PDF::Builder currently handles several image formats (GIF, JPEG, PNG, TIFF, etc.), any of which can be dynamically produced (on the fly) for a web page. Another increasingly popular format is SVG (Scalable Vector Graphics), which can be easily produced on the fly, and displayed by a browser. Would it be worthwhile to handle SVG graphics in the same manner as other graphics? The basic SVG commands are fairly simple to parse into PDF drawing commands, but SVG can also embed images within its codes, adding a layer of complication. The alternative could be to use an external utility to convert SVG content into an already-supported image format, but this would require that the user install some external program(s). Another choice could be to add hooks to permit invoking a user-supplied command line utility to convert SVG (or an arbitrary image format) into a supported image format.

Something like an existing file with SVG or image content (and SVG possibly embedded yet another image file) could either be read in or processed externally, while in-line SVG command text might be directly parsed by image_svg(). This could also pull in image files. Anyway, there are many combinations and possibilities for SVG support, that could be direct support (convert to PDF primitives) plus embedded images, or that SVG is externally converted to a supported image format. A program wishing to output PDF might also dynamically generate SVG for document graphics, in lieu of using PDF primitives directly, such as generating content suitable for browser (HTML) or PDF output.

PhilterPaper commented 1 year ago

Oops, good catch. Both @opts in the POD should be %opts.

I might add %opts to bogen(), if I can keep compatibility with the optional parameter list currently in bogen(). I'm thinking about it. I also want to keep API compatibility with API2's bogen as much as possible (even though it's apparently a bit broken, and Builder has an additional optional parameter). Who knows how long it will take for API2's bogen to get fixed, or bogen_ellip be added.

From the programmer's perspective, bogen() is now more of a convenience function for bogen_ellip() (if anyone actually uses it!). I may go ahead and consolidate the code to have bogen() just be an alternate entry (with one radius) for bogen_ellip().

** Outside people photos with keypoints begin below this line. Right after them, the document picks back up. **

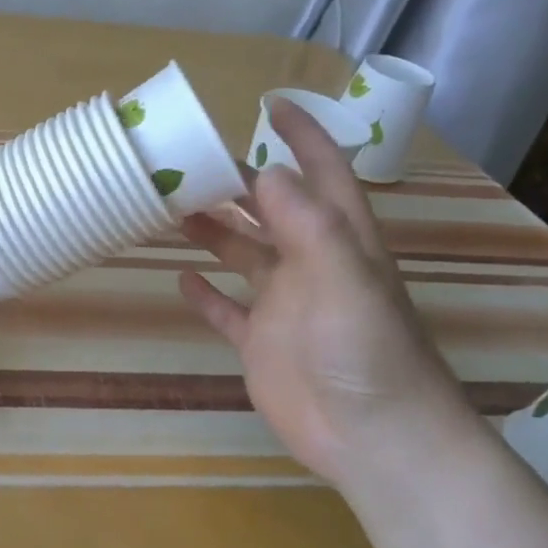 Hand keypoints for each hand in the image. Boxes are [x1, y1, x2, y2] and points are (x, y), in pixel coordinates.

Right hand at [176, 100, 478, 496]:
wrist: (377, 443)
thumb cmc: (366, 354)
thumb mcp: (345, 279)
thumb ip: (309, 225)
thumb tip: (266, 171)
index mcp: (338, 241)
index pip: (322, 173)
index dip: (302, 136)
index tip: (270, 104)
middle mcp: (310, 263)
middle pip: (270, 209)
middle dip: (236, 180)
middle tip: (188, 159)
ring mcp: (284, 304)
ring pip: (243, 253)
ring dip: (212, 229)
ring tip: (170, 206)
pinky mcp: (262, 342)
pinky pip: (227, 310)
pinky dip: (205, 293)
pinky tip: (180, 277) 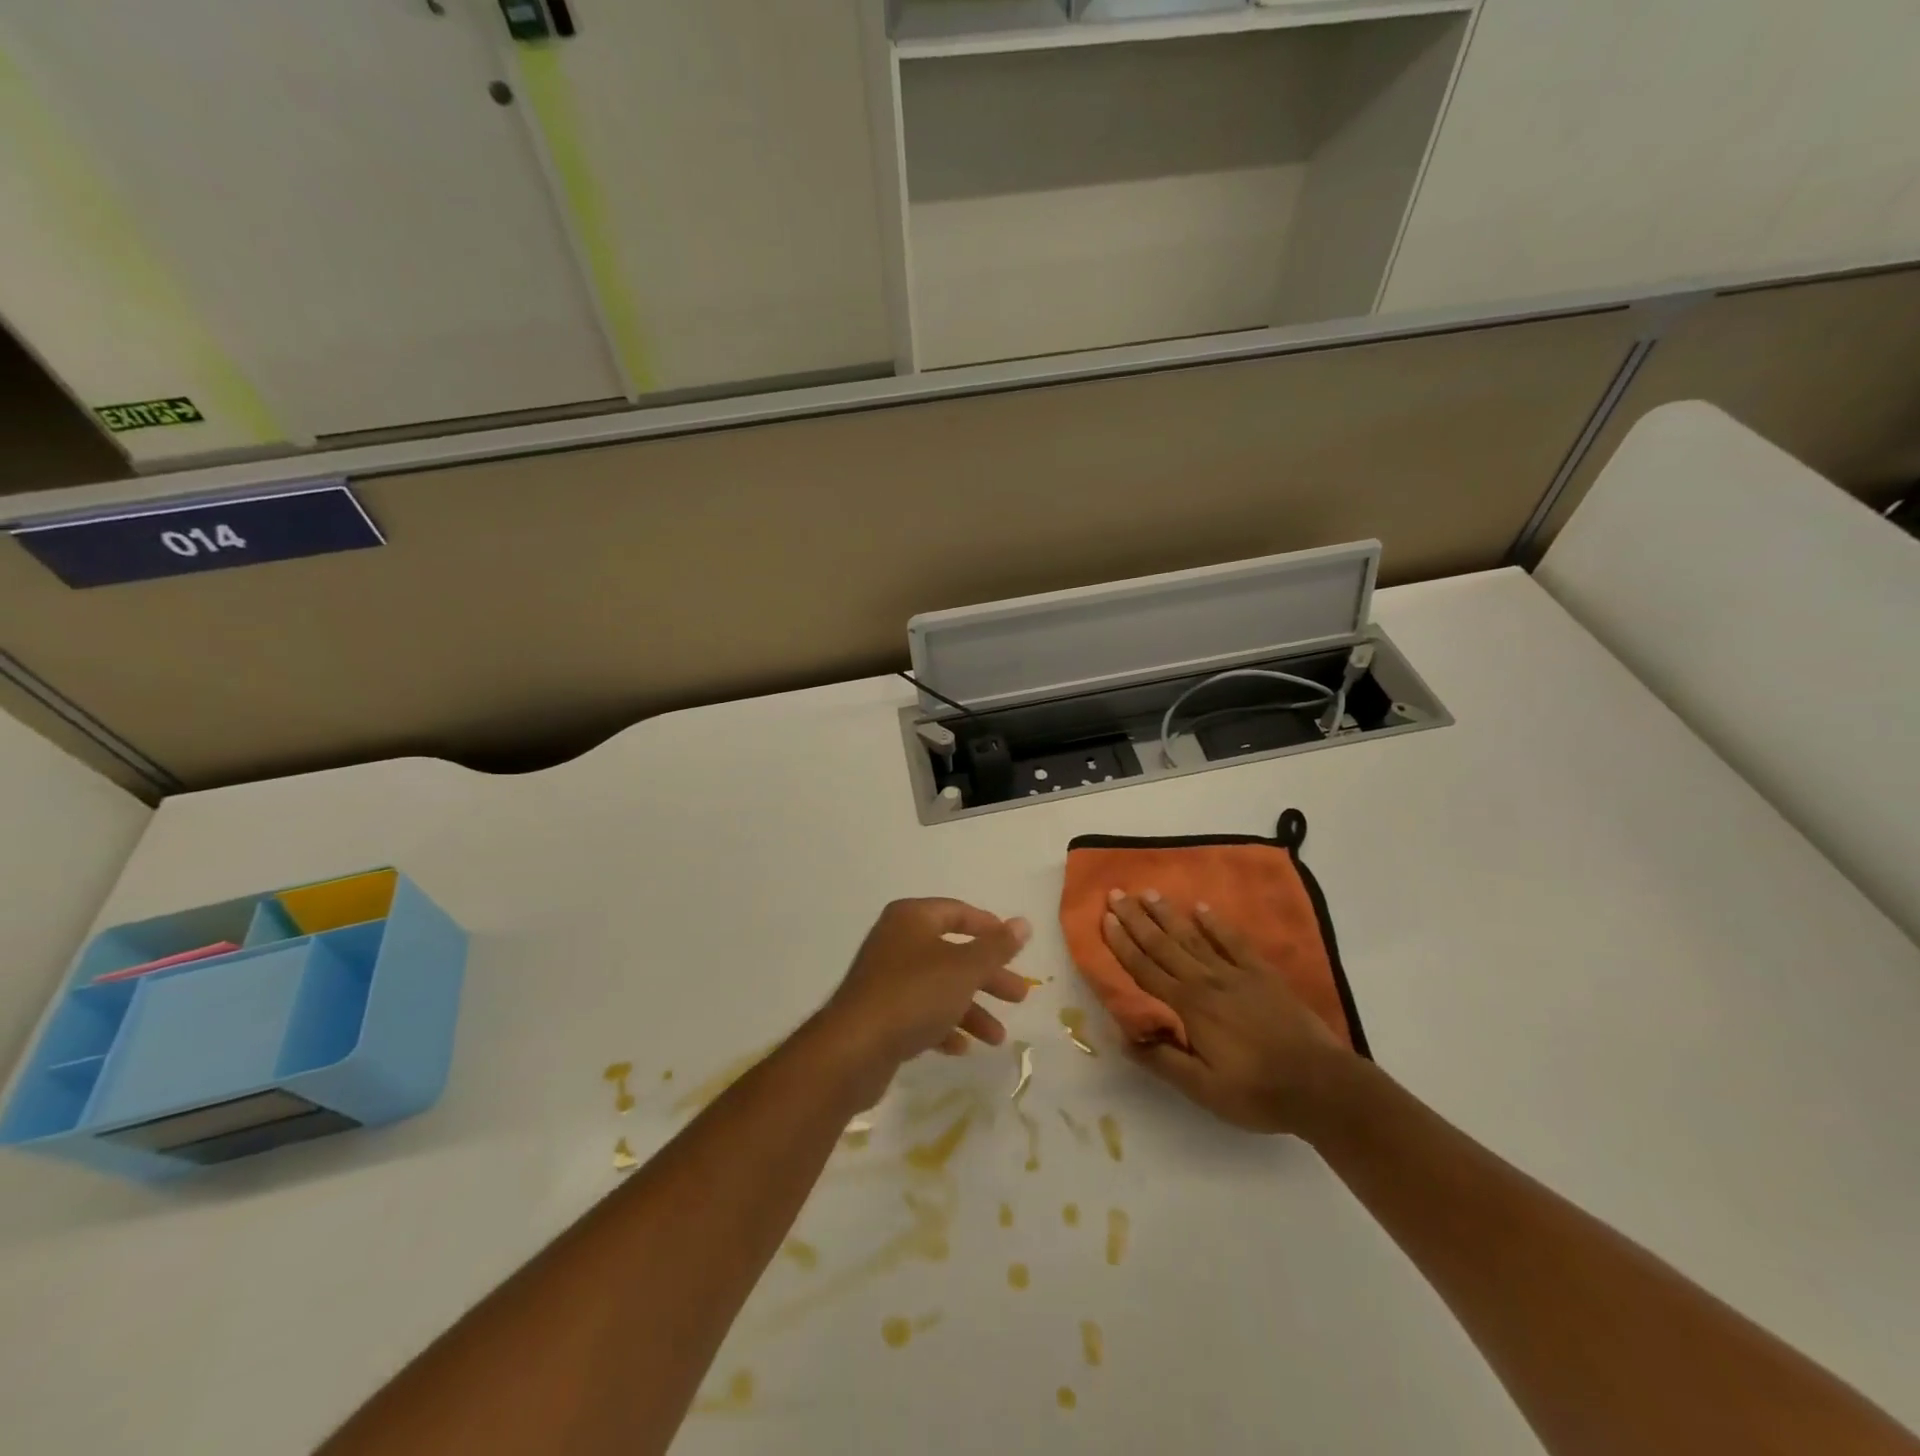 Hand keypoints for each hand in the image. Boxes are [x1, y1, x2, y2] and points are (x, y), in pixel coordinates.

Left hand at [821, 899, 1032, 1071]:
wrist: (854, 1049)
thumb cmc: (914, 994)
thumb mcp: (964, 968)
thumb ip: (996, 947)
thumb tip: (1023, 923)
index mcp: (912, 919)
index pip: (957, 912)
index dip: (988, 928)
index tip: (1015, 948)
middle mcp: (896, 941)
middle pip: (952, 953)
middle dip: (988, 976)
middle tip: (1019, 997)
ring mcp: (885, 979)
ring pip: (939, 987)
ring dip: (970, 1009)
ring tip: (997, 1038)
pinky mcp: (880, 1014)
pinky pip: (920, 1013)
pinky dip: (943, 1027)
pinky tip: (961, 1048)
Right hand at [1102, 890, 1357, 1134]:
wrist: (1321, 1086)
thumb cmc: (1256, 1091)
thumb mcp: (1203, 1089)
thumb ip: (1162, 1060)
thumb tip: (1123, 1035)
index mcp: (1189, 1008)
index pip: (1146, 970)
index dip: (1123, 944)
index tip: (1106, 919)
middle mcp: (1207, 981)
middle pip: (1164, 945)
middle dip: (1138, 920)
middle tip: (1118, 894)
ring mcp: (1236, 974)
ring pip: (1194, 937)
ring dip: (1169, 915)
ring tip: (1150, 894)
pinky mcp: (1263, 974)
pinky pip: (1234, 941)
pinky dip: (1216, 923)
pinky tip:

I want to keep bogen() around, just in case someone is using it.

If someone pulls in PDF::Builder::Bogen into a PDF::Builder application via PDF::SVG, is that going to risk any namespace collision with Content.pm's bogen() and bogen_ellip()? I appreciate your giving credit to me (and thanks for the pointer to the GNOME code, which got me much further along).

sciurius commented 1 year ago

Don't bother adding %opts to bogen, it was just a question.

PDF::Builder::Bogen is just a package (and namespace) that contains bogen, bogen_ellip and the helpers _arc2points and _arctocurve. As long as you don't start using the PDF::Builder::Bogen namespace there won't be clashes.

But there is a real risk of namespace clashes. Currently I have the following packages/namespaces:

PDF::SVG
SVG::Parser
SVG::CSS
SVG::Element
SVG::Circle (Rect,Ellipse etc)

There are several other modules on CPAN that clash. SVG::Parser and SVG::Element to name a few (probably more, didn't check all). Now I could (should?) bring them all under the PDF::SVG hierarchy but this leads to long names and Perl does (still) not provide a means to shorten packages, e.g.

use PDF::SVG::Element as Element;
...
$e = Element->new;

I haven't made up my mind how to solve this.

PhilterPaper commented 1 year ago

I was thinking anyway of adding %opts to bogen to modernize its interface and make it more consistent with bogen_ellip. I think I can do it, but won't know for sure until I actually try it. I want to keep the old (optional parms) interface available, in case anyone is using it.

Regarding namespace collisions, that would preclude me from ever splitting out bogen, bogen_ellip, and possibly related routines into a PDF::Builder::Bogen. I'm a little uneasy about a "foreign" package burrowing into my package's namespace (PDF::Builder::*), which kind of places a burden on me not to use Bogen.pm. Is it really that much extra typing for an end user to type PDF::SVG::Element->new()? I see that two or three of your list are already in use on CPAN (at just the top level) -- it's conceivable that someone might use PDF::SVG and use SVG::Parser (for example) for other work, and suffer a collision.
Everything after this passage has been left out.